Sadasiva Aiyar, J.
1. Though this appeal is described in the memorandum of the appeal grounds as an appeal against the decree and judgment passed by the Temporary Subordinate Judge, the learned Vakil for the appellant has requested us to treat it as an appeal against only the order passed by the lower Court directing the arbitrator's award to be Sled under Schedule II, paragraph 21 Clause (I), Civil procedure Code corresponding to old Section 526).
2. Schedule II, paragraph 21, Clause (1), is as follows;--'Where the Court is satisfied that the matter has been referred to arbitration, and that an award has been made thereon, and where no ground such as is mentioned or referred to in paragraph 14 or paragraph 15 is proved, the Court shall order the award to be filed and shall proceed to pronounce judgment according to the award.'
3. Mr. C.S. Venkatachariar for the appellant first argued that other grounds than those mentioned in paragraphs 14 and 15 might also be advanced against the filing of the award. Reading paragraph 21(1) in its ordinary sense, it seems to us clear that the Court is bound to file the award when three conditions are fulfilled, namely, (a) the Court being satisfied that the matter has been referred to arbitration,(b) the Court being satisfied that an award has been made thereon and (c) no ground mentioned in paragraphs 14 and 15 being proved against the award. If so, to refuse to file the award on other grounds seems to be clearly against the provisions of the section.
4. Mr. Venkatachariar, however, relied on observations found in certain decisions given under Section 526 of the old Code. Two of the decisions he relied on are reported as Amrit Ram v. Dasrat Ram 17 A.s 21 and Chintamallayya v. Thadi Gangireddi 20 M.s 89. The point directly decided in those cases was that though the two conditions (a) and (b) above referred to in Schedule II, paragraph 21, were not found in Section 526 of the old Code, the Court was entitled to refuse to file the award if those two conditions are not fulfilled. The very general observations found in those cases that other grounds than those mentioned in Sections 520 and 521 of the old Code (corresponding to present paragraphs 14 and 15) can also form grounds for refusing to file the award should, in my opinion, be read as qualified by the particular objections treated as valid in those cases. Anyhow, the new Code having fixed the conditions clearly and reasonably, I do not think that the Courts can refuse to file awards by imposing further conditions than the three mentioned in paragraph 21 against the imperative words of the Statute Law.

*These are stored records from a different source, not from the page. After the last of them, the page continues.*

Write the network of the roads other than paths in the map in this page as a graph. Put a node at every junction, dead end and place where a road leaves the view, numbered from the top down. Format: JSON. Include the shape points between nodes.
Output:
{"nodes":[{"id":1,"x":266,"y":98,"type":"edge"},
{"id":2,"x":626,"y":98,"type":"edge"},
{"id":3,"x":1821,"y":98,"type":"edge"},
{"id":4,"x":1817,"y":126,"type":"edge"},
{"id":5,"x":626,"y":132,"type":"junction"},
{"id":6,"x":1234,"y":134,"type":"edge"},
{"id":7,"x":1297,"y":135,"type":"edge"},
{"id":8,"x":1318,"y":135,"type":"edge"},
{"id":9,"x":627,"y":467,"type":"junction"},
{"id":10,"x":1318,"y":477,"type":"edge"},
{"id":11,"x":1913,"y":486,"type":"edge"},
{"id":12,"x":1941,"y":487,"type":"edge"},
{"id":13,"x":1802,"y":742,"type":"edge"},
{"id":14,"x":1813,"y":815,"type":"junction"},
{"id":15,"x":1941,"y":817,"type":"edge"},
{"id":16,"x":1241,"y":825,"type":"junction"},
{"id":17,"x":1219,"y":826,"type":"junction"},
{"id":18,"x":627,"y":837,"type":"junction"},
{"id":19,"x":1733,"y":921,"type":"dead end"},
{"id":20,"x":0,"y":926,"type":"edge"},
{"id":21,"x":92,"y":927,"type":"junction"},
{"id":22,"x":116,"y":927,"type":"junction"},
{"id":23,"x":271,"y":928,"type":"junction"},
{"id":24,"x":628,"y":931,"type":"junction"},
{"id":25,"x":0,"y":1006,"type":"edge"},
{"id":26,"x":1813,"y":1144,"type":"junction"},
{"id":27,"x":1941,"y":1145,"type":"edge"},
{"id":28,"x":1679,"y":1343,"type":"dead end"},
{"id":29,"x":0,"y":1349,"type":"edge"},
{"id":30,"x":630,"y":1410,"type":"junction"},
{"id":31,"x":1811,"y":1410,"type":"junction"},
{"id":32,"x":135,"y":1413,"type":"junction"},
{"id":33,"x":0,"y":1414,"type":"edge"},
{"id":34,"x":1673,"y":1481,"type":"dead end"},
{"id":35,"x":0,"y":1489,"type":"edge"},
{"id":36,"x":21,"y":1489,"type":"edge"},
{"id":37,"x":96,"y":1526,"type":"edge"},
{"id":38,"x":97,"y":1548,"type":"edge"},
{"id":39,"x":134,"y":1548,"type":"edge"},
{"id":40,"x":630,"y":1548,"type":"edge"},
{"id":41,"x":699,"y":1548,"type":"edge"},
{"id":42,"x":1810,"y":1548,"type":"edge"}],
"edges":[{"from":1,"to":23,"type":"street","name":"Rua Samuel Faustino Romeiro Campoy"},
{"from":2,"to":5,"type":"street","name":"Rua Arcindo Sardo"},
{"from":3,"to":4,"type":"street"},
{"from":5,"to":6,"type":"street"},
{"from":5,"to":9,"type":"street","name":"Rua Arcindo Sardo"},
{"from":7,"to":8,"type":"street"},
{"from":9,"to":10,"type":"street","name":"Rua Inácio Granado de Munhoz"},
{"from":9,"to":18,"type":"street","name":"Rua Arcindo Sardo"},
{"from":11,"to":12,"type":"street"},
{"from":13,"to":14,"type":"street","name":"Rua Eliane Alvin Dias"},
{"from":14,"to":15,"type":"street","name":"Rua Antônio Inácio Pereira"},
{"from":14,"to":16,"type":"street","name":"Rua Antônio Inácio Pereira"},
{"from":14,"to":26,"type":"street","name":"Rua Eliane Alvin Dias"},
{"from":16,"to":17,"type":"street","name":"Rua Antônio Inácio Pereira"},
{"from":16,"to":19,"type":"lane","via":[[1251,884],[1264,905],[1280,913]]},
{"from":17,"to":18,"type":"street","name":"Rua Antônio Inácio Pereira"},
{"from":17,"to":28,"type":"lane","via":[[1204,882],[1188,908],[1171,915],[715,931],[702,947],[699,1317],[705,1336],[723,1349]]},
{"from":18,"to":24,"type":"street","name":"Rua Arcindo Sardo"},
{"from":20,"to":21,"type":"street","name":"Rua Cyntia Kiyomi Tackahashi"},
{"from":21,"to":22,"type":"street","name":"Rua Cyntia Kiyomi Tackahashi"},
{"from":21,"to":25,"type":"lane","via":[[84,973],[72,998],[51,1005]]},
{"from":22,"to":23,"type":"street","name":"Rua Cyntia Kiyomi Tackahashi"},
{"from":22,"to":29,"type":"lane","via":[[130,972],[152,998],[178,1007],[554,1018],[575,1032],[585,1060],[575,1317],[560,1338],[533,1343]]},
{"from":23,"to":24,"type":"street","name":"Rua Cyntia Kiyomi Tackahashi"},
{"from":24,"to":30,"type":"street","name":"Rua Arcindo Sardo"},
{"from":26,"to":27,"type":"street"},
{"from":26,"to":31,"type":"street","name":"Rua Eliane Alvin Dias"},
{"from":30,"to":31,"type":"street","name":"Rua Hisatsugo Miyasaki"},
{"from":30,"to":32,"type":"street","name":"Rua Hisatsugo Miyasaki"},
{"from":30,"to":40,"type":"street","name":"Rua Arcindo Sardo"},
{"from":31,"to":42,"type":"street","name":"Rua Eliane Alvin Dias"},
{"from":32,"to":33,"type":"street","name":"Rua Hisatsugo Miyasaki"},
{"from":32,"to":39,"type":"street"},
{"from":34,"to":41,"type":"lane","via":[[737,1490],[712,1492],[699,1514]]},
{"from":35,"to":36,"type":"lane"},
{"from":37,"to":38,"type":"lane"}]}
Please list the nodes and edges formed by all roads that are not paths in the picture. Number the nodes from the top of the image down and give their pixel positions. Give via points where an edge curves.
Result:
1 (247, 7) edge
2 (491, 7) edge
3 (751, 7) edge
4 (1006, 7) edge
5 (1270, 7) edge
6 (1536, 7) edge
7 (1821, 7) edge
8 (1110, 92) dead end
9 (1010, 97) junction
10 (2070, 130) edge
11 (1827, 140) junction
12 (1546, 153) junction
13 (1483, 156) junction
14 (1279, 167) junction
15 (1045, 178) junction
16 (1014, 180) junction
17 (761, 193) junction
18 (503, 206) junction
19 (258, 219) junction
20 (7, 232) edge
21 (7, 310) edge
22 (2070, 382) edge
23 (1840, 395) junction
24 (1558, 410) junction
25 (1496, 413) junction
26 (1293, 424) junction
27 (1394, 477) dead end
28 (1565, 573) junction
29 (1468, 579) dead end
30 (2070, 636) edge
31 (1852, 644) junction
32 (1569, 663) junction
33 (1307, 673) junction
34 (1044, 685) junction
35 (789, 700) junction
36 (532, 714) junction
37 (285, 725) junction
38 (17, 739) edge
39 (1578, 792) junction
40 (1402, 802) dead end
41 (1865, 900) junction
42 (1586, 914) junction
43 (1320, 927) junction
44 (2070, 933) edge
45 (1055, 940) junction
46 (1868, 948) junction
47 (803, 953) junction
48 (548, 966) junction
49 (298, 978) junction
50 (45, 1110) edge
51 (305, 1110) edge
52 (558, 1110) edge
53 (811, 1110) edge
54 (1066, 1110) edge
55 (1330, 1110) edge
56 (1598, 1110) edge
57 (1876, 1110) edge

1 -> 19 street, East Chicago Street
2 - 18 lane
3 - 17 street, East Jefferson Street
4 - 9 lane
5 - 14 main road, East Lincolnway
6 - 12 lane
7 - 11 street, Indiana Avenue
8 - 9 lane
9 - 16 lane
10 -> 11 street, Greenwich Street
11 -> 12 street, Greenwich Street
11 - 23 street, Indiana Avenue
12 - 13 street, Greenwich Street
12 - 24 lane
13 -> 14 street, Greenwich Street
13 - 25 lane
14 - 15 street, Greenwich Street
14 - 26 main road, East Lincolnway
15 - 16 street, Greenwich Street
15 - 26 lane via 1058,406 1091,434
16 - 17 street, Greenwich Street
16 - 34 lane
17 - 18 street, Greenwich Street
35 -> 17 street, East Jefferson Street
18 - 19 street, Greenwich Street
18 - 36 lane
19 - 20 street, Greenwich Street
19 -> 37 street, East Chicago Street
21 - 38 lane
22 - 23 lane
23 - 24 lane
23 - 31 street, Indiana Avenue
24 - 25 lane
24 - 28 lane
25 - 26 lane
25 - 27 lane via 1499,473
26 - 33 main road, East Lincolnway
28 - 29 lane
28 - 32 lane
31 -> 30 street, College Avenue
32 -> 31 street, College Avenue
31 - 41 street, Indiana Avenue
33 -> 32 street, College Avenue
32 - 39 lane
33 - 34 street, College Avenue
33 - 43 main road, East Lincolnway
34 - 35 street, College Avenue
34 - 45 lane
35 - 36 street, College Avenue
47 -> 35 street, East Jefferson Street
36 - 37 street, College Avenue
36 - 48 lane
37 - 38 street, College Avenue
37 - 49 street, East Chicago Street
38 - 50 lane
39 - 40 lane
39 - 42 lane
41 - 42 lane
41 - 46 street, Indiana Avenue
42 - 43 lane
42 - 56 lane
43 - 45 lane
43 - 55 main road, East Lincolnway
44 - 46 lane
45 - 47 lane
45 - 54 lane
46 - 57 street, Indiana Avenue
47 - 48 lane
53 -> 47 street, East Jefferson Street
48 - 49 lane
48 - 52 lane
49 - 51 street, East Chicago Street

5. In the present case, the conditions (a) and (b) have admittedly been fulfilled. The only objection to the filing of the award available to the appellants, therefore, is that one or more of the grounds mentioned in paragraphs 14 and 15 is or are available to him.
6. Paragraphs 14 and 15 together contain six grounds of objections to an award. So far as the three grounds mentioned in paragraph 15 are concerned, it is admitted that no such grounds were put forward in the lower Court.
7. As regards the three heads of objections mentioned in paragraph 14, though the counter-petition put in by the defendant (appellant) in the lower Court vaguely mentions one or two of the said grounds, it appears from the judgment of the Subordinate Judge that only two objections were argued before him and those two objections form the subject of two issues raised at the trial, namely, (1) 'Whether the award is illegal as the reference leading to it was made in the pendency of Original Suit No 75 of 1913 on the file of this Court.' (2) 'Whether everything that is to be done under the award has been performed by the defendant and so it cannot be filed in Court.'
8. As regards the first contention, it must be decided against the appellant on the strength of the decision in Nanjappa v. Nanja Rao 16 Ind. Cas. 478. As regards the second contention, the performance of the obligations imposed by the award on the defendant between the date of the award and the date of the application to file the award is not one of the three grounds mentioned in paragraph 14 as available for attacking the award.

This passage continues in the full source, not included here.